One, Two, Buckle My Shoe is a work of detective fiction by Agatha Christie first published in the United Kingdom by the Collins Crime Club in November 1940, and in the US by Dodd, Mead and Company in February 1941 under the title of The Patriotic Murders. A paperback edition in the US by Dell books in 1953 changed the title again to An Overdose of Death. The UK edition retailed at seven shillings and sixpence (7/6) while the United States edition retailed at $2.00.

The novel features both the Belgian detective Hercule Poirot, and Chief Inspector Japp. This is Japp's final novel appearance. Soon after he visits his dentist, Poirot is investigating the death of his dentist. More people are dead, and the investigation widens, as Poirot slowly finds his way to the true stories behind the murders.

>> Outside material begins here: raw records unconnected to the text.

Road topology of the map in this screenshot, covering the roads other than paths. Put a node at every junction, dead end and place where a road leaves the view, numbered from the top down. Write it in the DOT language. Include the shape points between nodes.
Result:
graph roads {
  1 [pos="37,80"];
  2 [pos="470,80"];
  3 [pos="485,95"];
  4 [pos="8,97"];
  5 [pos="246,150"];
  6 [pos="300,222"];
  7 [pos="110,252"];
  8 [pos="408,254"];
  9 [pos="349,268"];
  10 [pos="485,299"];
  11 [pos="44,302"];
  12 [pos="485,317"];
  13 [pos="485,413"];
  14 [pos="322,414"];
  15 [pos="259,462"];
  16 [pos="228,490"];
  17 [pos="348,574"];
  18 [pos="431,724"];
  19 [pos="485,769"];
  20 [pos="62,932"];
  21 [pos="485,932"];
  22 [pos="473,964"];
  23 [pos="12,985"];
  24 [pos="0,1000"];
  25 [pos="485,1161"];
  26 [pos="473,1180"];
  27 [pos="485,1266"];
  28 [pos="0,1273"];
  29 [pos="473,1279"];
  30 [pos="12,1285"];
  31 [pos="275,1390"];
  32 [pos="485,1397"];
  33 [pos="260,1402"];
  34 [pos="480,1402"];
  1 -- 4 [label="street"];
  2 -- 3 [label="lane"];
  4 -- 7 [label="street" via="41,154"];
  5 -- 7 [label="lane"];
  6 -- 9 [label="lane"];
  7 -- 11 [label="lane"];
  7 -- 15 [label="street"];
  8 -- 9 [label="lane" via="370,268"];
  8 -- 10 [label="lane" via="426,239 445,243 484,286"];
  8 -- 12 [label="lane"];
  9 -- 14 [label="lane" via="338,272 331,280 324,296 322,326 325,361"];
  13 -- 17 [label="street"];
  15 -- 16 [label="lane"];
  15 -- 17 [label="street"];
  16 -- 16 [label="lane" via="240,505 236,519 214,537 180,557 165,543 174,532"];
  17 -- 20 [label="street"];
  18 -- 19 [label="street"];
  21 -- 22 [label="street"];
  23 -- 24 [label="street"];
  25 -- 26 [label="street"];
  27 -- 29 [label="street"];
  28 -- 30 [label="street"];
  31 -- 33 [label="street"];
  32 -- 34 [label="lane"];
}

At the time of publication, the novel was generally well received, as "compactly simple in narrative, with a swift course of unflagging suspense that leads to complete surprise." The author is described as the "Queen of Crime's [with] scheming ingenuity" who writes in "the most ingenious way and, as usual, produces a masterly solution." A Canadian reviewer felt that "the pace is swift and talk – curse of the English detective story – is kept to a minimum". Another review said "the plot is more ingenious than probable" while another was not pleased with her "joyless style of impartial investigation" nor this novel, "The 'full horrible details' that bring people to death are accounted of more importance than details which bring people to life." A later review by Robert Barnard in 1990 found "a fairly conventional murder mystery, beguilingly and cunningly sustained." while Christie has included characters of the politically unstable war time in which it was written, "political 'idealists', fascist movements and conservative financiers who maintain world stability."

Plot summary
Hercule Poirot is happy after his appointment with his dentist Henry Morley. He encounters former actress Mabelle Sainsbury Seale as she exits a cab outside the office. Poirot retrieves a shiny buckle for her that has fallen from her new shoe. During the dental visit, Morley tells Poirot that his secretary is away and her absence is slowing him in seeing patients. Later that day, his friend Inspector Japp informs him that Morley has been found dead, having been shot in the head, the gun in his hand. Between Poirot's appointment and Morley's death, the dentist had three patients – Mabelle, prominent banker Alistair Blunt, and a new patient, a Greek gentleman called Amberiotis. A fourth person, Howard Raikes, leaves without seeing Reilly. Raikes is an American left-wing activist who likes Jane Olivera, niece of the banker Blunt.

Amberiotis dies from an overdose of anaesthetic before Japp can interview him, leading police to the view that Morley accidentally killed him and committed suicide upon realising his mistake. Poirot does not accept this view. He knows from Morley's secretary Gladys Nevill that she had been called away by a fake telegram that day. Morley had not liked her boyfriend Frank Carter, and felt Carter did this.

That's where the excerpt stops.